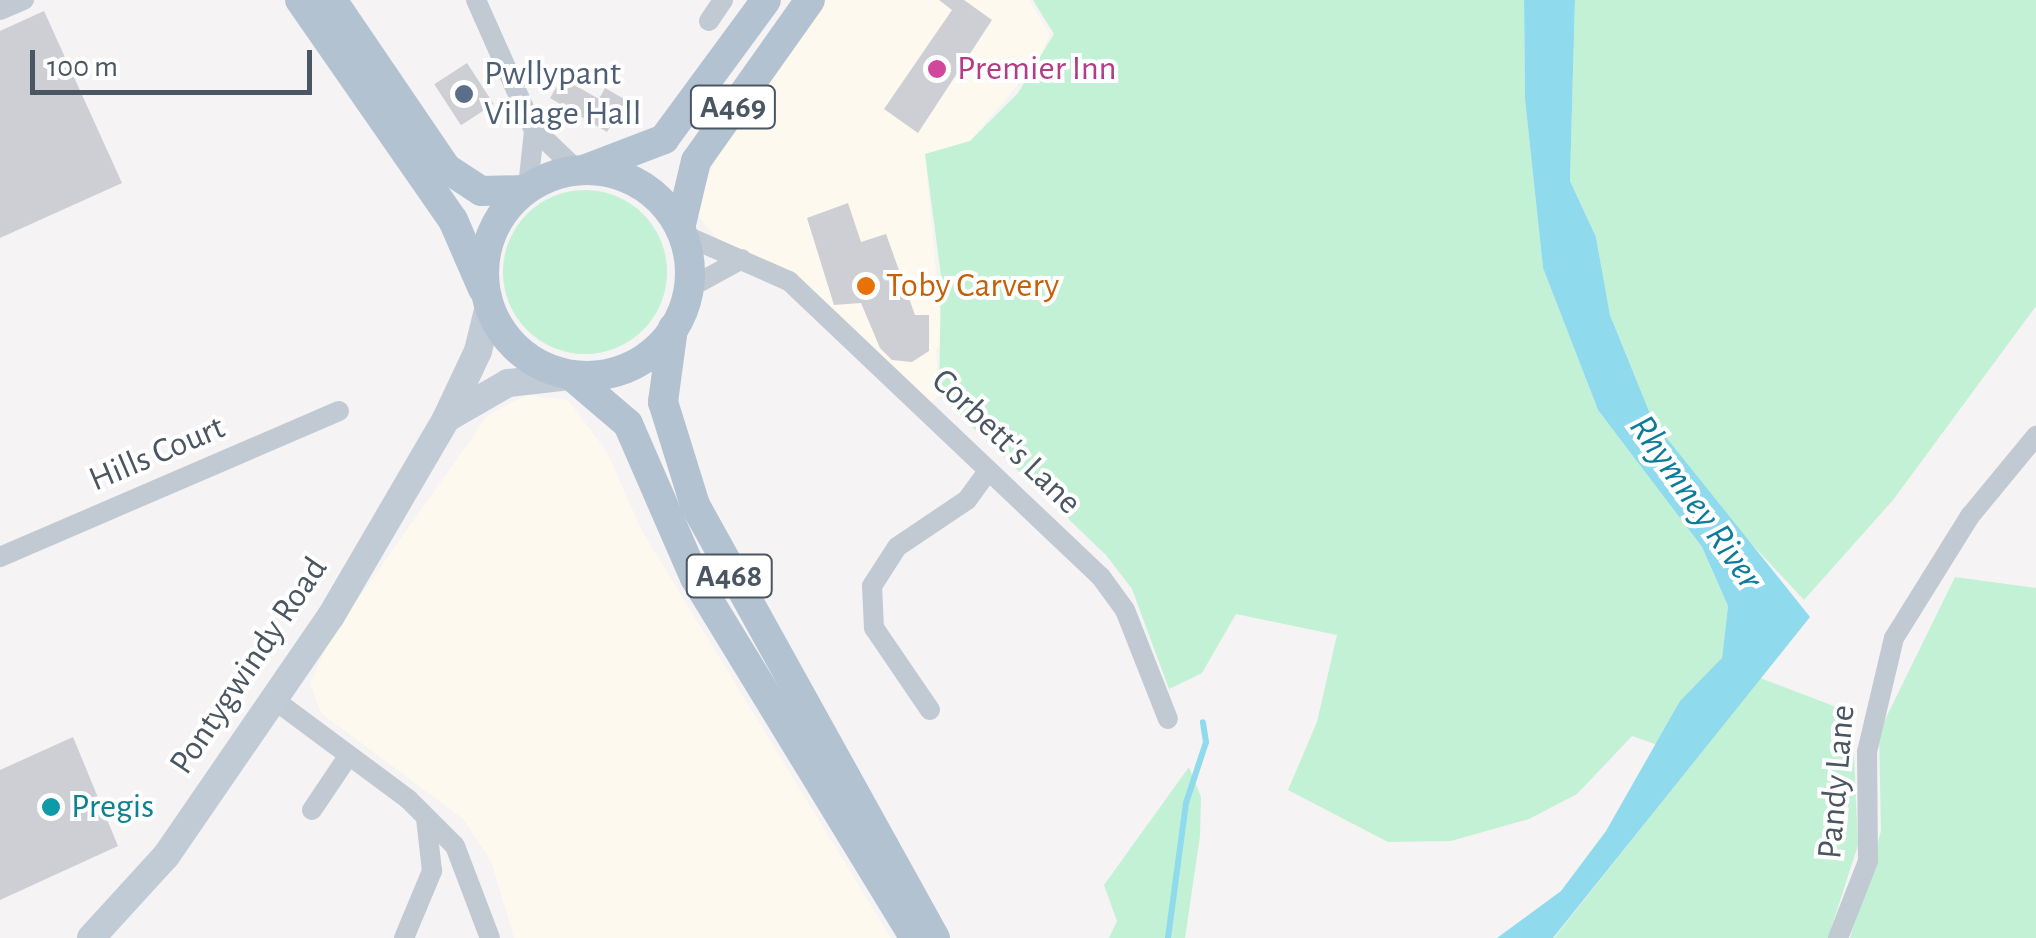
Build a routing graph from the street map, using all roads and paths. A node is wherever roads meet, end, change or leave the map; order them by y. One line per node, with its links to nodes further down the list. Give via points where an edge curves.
1 (24, 0): 8 (street)
2 (300, 0): 16 (main road, via 453,220)
3 (332, 0): 12 (main road, via 446,168 481,192)
4 (476, 0): 10 (street)
5 (723, 0): 9 (street)
6 (766, 0): 11 (main road, A469, via 664,140)
7 (810, 0): 13 (main road, A469, via 696,161)
8 (0, 10)
9 (708, 21)
10 (533, 128): 11 (street); 12 (street)
11 (580, 170): 12 (main road); 13 (main road, via 652,193)
12 (526, 189): 16 (main road, via 495,228)
13 (683, 229): 14 (street, Corbett's Lane); 15 (main road)
14 (742, 259): 15 (street); 22 (street, Corbett's Lane, via 789,281)
15 (689, 288): 17 (main road)
16 (488, 303): 18 (main road, via 518,349); 20 (main road, Pontygwindy Road, via 480,344)
17 (673, 328): 18 (main road, via 622,372); 34 (main road, A468, via 663,402 695,505)
18 (572, 377): 20 (main road, Pontygwindy Road, via 508,383); 33 (main road, A468, via 628,424 696,578)
19 (339, 411): 23 (street, Hills Court)
20 (446, 419): 24 (main road, Pontygwindy Road)
21 (2036, 436): 35 (street, Pandy Lane, via 1970,516 1894,638 1868,752 1868,861)
22 (988, 471): 25 (street, via 968,500 898,547 872,586 874,628); 26 (street, Corbett's Lane, via 1125,610)
23 (0, 557)
24 (276, 701): 27 (street); 30 (main road, Pontygwindy Road, via 166,856)
25 (930, 710)
26 (1168, 720)
27 (349, 755): 28 (street); 29 (street)
28 (312, 810)
29 (426, 816): 31 (street, via 432,871); 32 (street, via 462,859)
30 (91, 938)
31 (404, 938)
32 (490, 938)
33 (915, 938)
34 (935, 938)
35 (1838, 938)

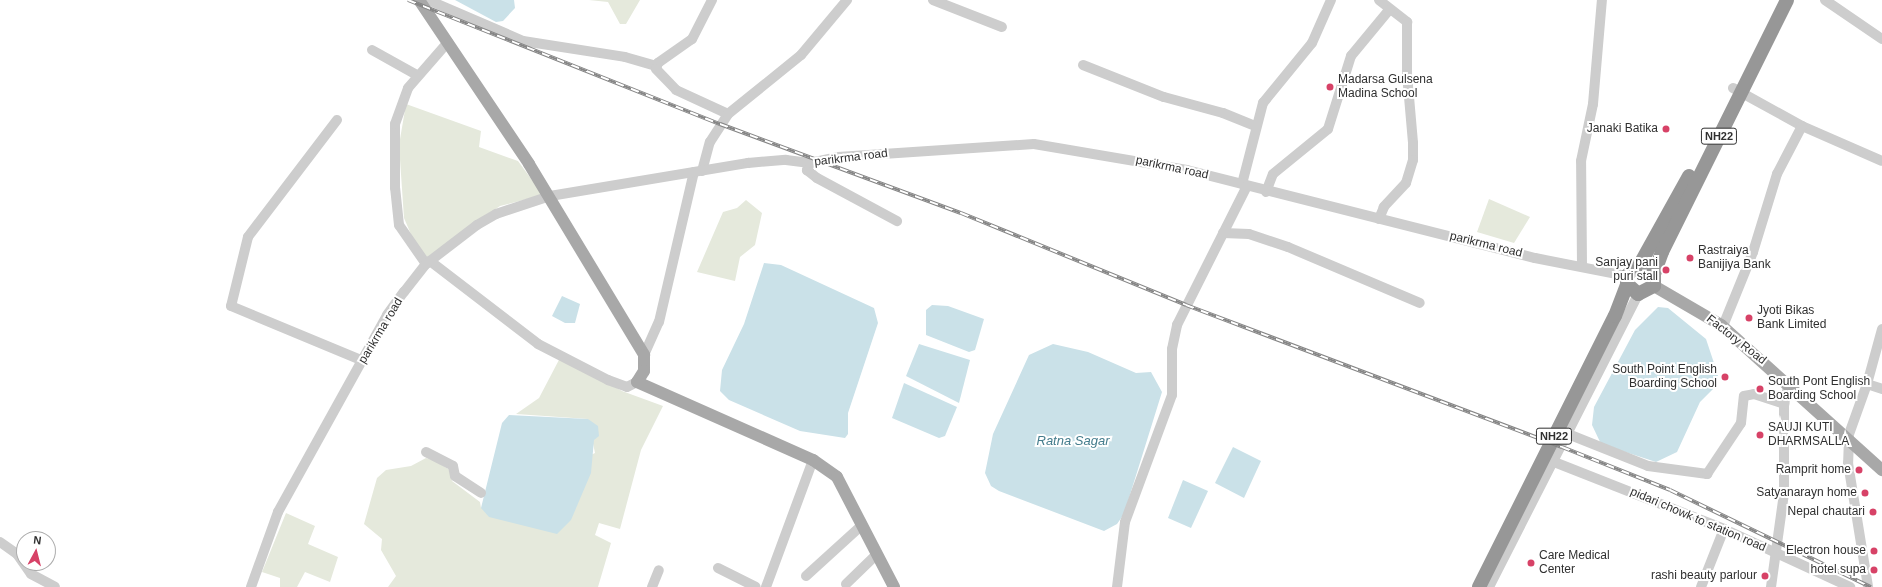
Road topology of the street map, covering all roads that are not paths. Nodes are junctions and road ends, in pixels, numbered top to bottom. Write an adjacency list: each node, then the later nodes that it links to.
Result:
1 (419, 0): 15 (main road)
2 (428, 0): 18 (street)
3 (712, 0): 18 (street)
4 (847, 0): 21 (street)
5 (933, 0): 13 (street)
6 (1330, 0): 23 (street)
7 (1379, 0): 12 (street)
8 (1602, 0): 35 (street)
9 (1776, 0): 20 (highway, NH22)
10 (1787, 0): 20 (highway, NH22)
11 (1825, 0): 14 (street)
12 (1389, 10): 29 (street); 31 (street)
13 (1002, 28)
14 (1882, 39)
15 (448, 42): 19 (street); 30 (main road)
16 (372, 50): 19 (street)
17 (1083, 65): 23 (street)
18 (656, 66): 21 (street)
19 (417, 75): 34 (street)
20 (1737, 90): 24 (street); 36 (highway, NH22); 38 (highway, NH22)
21 (728, 114): 27 (street)
22 (337, 120): 44 (street)
23 (1255, 126): 28 (street)
24 (1802, 126): 25 (street); 41 (street)
25 (1882, 161)
26 (810, 163): 27 (street, parikrma road); 28 (street, parikrma road); 32 (street)
27 (698, 172): 30 (street, parikrma road); 43 (street)
28 (1245, 185): 29 (street, parikrma road); 33 (street)
29 (1266, 192): 31 (street, parikrma road)
30 (550, 196): 34 (street, parikrma road); 43 (main road)
31 (1380, 219): 35 (street, parikrma road)
32 (897, 221)
33 (1224, 232): 40 (street); 72 (street)
34 (428, 263): 44 (street, parikrma road); 45 (street)
35 (1582, 266): 37 (street, parikrma road)
36 (1638, 266): 37 (highway, NH22); 38 (highway)
37 (1627, 280): 39 (highway); 54 (highway, NH22)
38 (1654, 280): 39 (highway); 41 (main road, Factory Road)
39 (1638, 294): 50 (street, NH22)
40 (1420, 303)
41 (1723, 326): 46 (main road, Factory Road)
42 (1882, 329): 47 (street)
43 (644, 355): 45 (main road)
44 (363, 361): 67 (street, parikrma road)
45 (637, 382): 53 (main road)
46 (1789, 383): 49 (street); 51 (main road, Factory Road)
47 (1867, 384): 48 (street); 51 (street)
48 (1882, 388)
49 (1784, 404): 50 (street); 60 (street)
50 (1568, 434): 54 (street, NH22)
51 (1849, 437): 55 (main road, Factory Road); 78 (street)
52 (426, 452): 56 (street)
53 (813, 460): 57 (main road); 70 (street)
54 (1549, 460): 58 (street, pidari chowk to station road); 73 (highway, NH22); 74 (street, NH22)
55 (1882, 470)
56 (481, 493)
57 (862, 525): 61 (main road); 64 (street)
58 (1724, 529): 60 (street, pidari chowk to station road); 75 (street)
59 (0, 542): 66 (street)
60 (1776, 552): 76 (street); 77 (street, pidari chowk to station road)
61 (877, 554): 65 (street); 71 (main road)
62 (718, 568): 69 (street)
63 (659, 570): 68 (street)
64 (806, 576)
65 (846, 584)
66 (55, 587)
67 (251, 587)
68 (652, 587)
69 (756, 587)
70 (766, 587)
71 (894, 587)
72 (1116, 587)
73 (1479, 587)
74 (1489, 587)
75 (1701, 587)
76 (1772, 587)
77 (1850, 587)
78 (1868, 587)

_What to do_
Whenever the word "highway" occurs in a line above, copy that line.

_Expected output_
9 (1776, 0): 20 (highway, NH22)
10 (1787, 0): 20 (highway, NH22)
20 (1737, 90): 24 (street); 36 (highway, NH22); 38 (highway, NH22)
36 (1638, 266): 37 (highway, NH22); 38 (highway)
37 (1627, 280): 39 (highway); 54 (highway, NH22)
38 (1654, 280): 39 (highway); 41 (main road, Factory Road)
54 (1549, 460): 58 (street, pidari chowk to station road); 73 (highway, NH22); 74 (street, NH22)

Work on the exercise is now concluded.